4) will a 1 ohm 1 watt carbon resistor be every bit as noisy as a 1 meg-ohm 1/4 watt? or is there a relation between value/wattage for noise?

If I were to put a 1 ohm carbon in series with a 220K metal oxide resistor, would that give me the same noise benefit as using a 220K carbon resistor?

Noisy or not, if I did a 1 ohm carbon in series with anything else .... is it still good for measuring voltage drops across for a current reading or does the noise value make that inaccurate?


----------



## Emohawk (Feb 3, 2006)

People like CC resistors because they claim there's more "mojo" there. I can't comment on if that's real or not. I'll leave that to others to assess. I've heard clips of a 2204 build that used all metal oxide (mil spec in fact) and it sounded killer (and quiet).

CC resistors tend to be noisier with higher values & "hot" signals. It's not a bad idea to use metal oxide with values of 100k+ if noise is an issue. You might want to try CC's in the lower values in the pre-amp to see if you can hear a difference.


----------



## Wild Bill (May 3, 2006)

keeperofthegood said:


> Hey oh
> 
> OK
> 
> ...


In the beginning they invented the carbon composition resistor. Basically, you press grains of carbon together within a ceramic shell. The amount and density of the grains determines the resistance.

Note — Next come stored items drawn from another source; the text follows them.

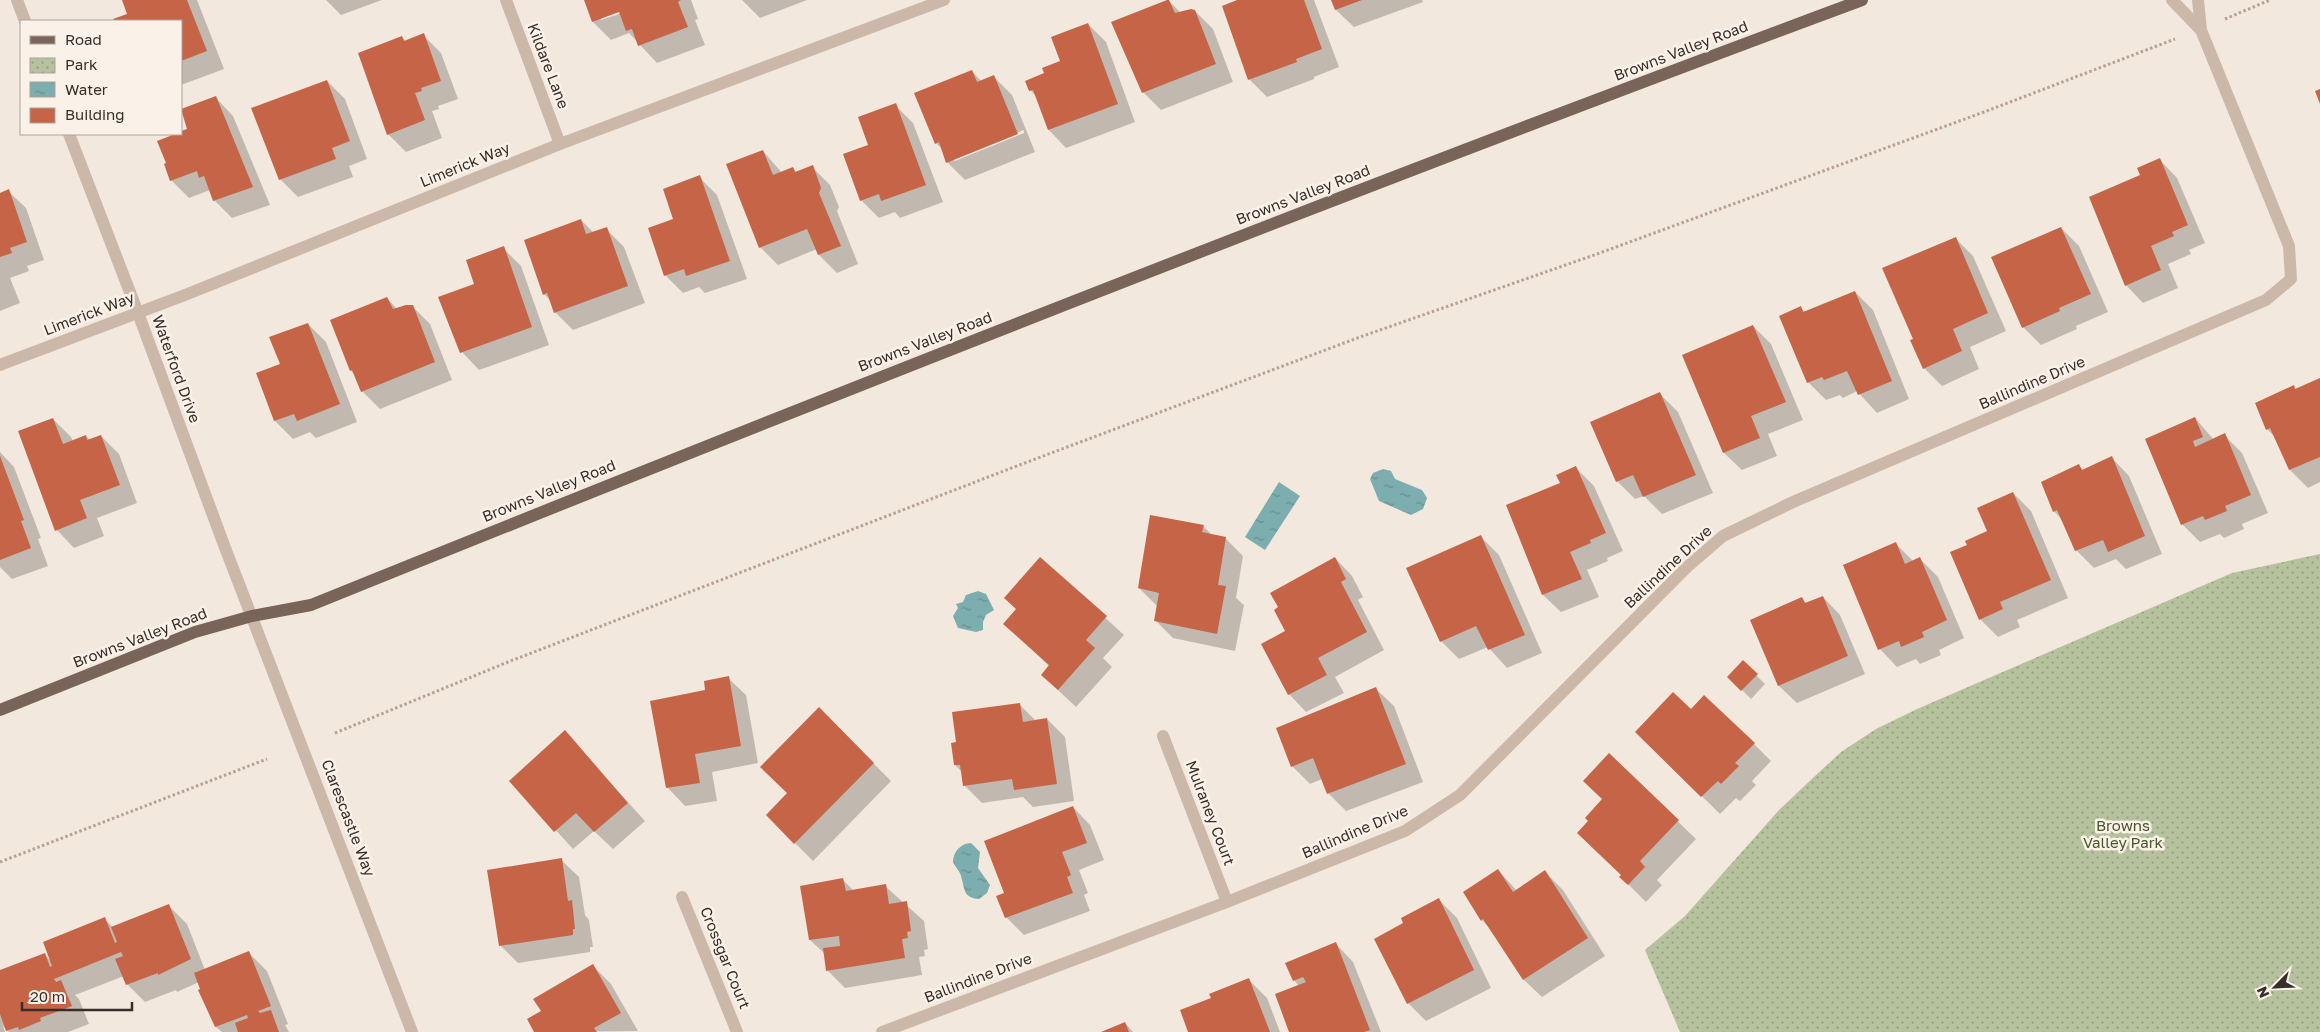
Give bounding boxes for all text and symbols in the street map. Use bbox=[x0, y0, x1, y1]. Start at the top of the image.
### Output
street label: Browns Valley Road bbox=[1611, 16, 1750, 84]
legend bbox=[20, 20, 182, 135]
street label: Kildare Lane bbox=[524, 20, 574, 111]
text: Road bbox=[65, 30, 102, 48]
text: Park bbox=[65, 55, 98, 73]
text: Water bbox=[65, 80, 108, 98]
text: Building bbox=[65, 105, 125, 123]
street label: Limerick Way bbox=[417, 138, 513, 190]
street label: Browns Valley Road bbox=[1233, 160, 1372, 228]
street label: Limerick Way bbox=[41, 287, 137, 339]
street label: Browns Valley Road bbox=[855, 307, 994, 375]
street label: Waterford Drive bbox=[149, 312, 205, 425]
street label: Ballindine Drive bbox=[1976, 352, 2088, 413]
street label: Browns Valley Road bbox=[479, 455, 618, 525]
street label: Ballindine Drive bbox=[1620, 521, 1715, 612]
street label: Browns Valley Road bbox=[70, 603, 209, 671]
street label: Clarescastle Way bbox=[318, 757, 380, 879]
street label: Mulraney Court bbox=[1183, 758, 1239, 868]
street label: Ballindine Drive bbox=[1299, 801, 1411, 862]
park label: Browns Valley Park bbox=[2083, 816, 2164, 851]
street label: Crossgar Court bbox=[697, 904, 755, 1011]
street label: Ballindine Drive bbox=[921, 948, 1034, 1006]
north arrow bbox=[2250, 962, 2300, 1012]
scale bar bbox=[22, 980, 132, 1012]
text: N bbox=[2253, 984, 2273, 1001]
text: 20 m bbox=[30, 987, 65, 1005]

This never did work that great! First off, if they had to pass any real current they would heat up. This would often burn the grains, changing the resistance value. Also, a voltage surge could cause an arc inside the resistor, making the connection between the grains rather "sooty". This could cause a hissing noise like frying eggs in audio circuits, as the current arced through all the carbon grains.

Worst of all, when they burned out they often burst into flame!

In the early 60's new manufacturing techiques appeared. Carbon film resistors were much quieter and much more stable. A bit of heat wouldn't change their resistance value. They also tended to char instead of bursting into flame if they burned out. They were actually advertised as "New Improved FlameProof Resistors!"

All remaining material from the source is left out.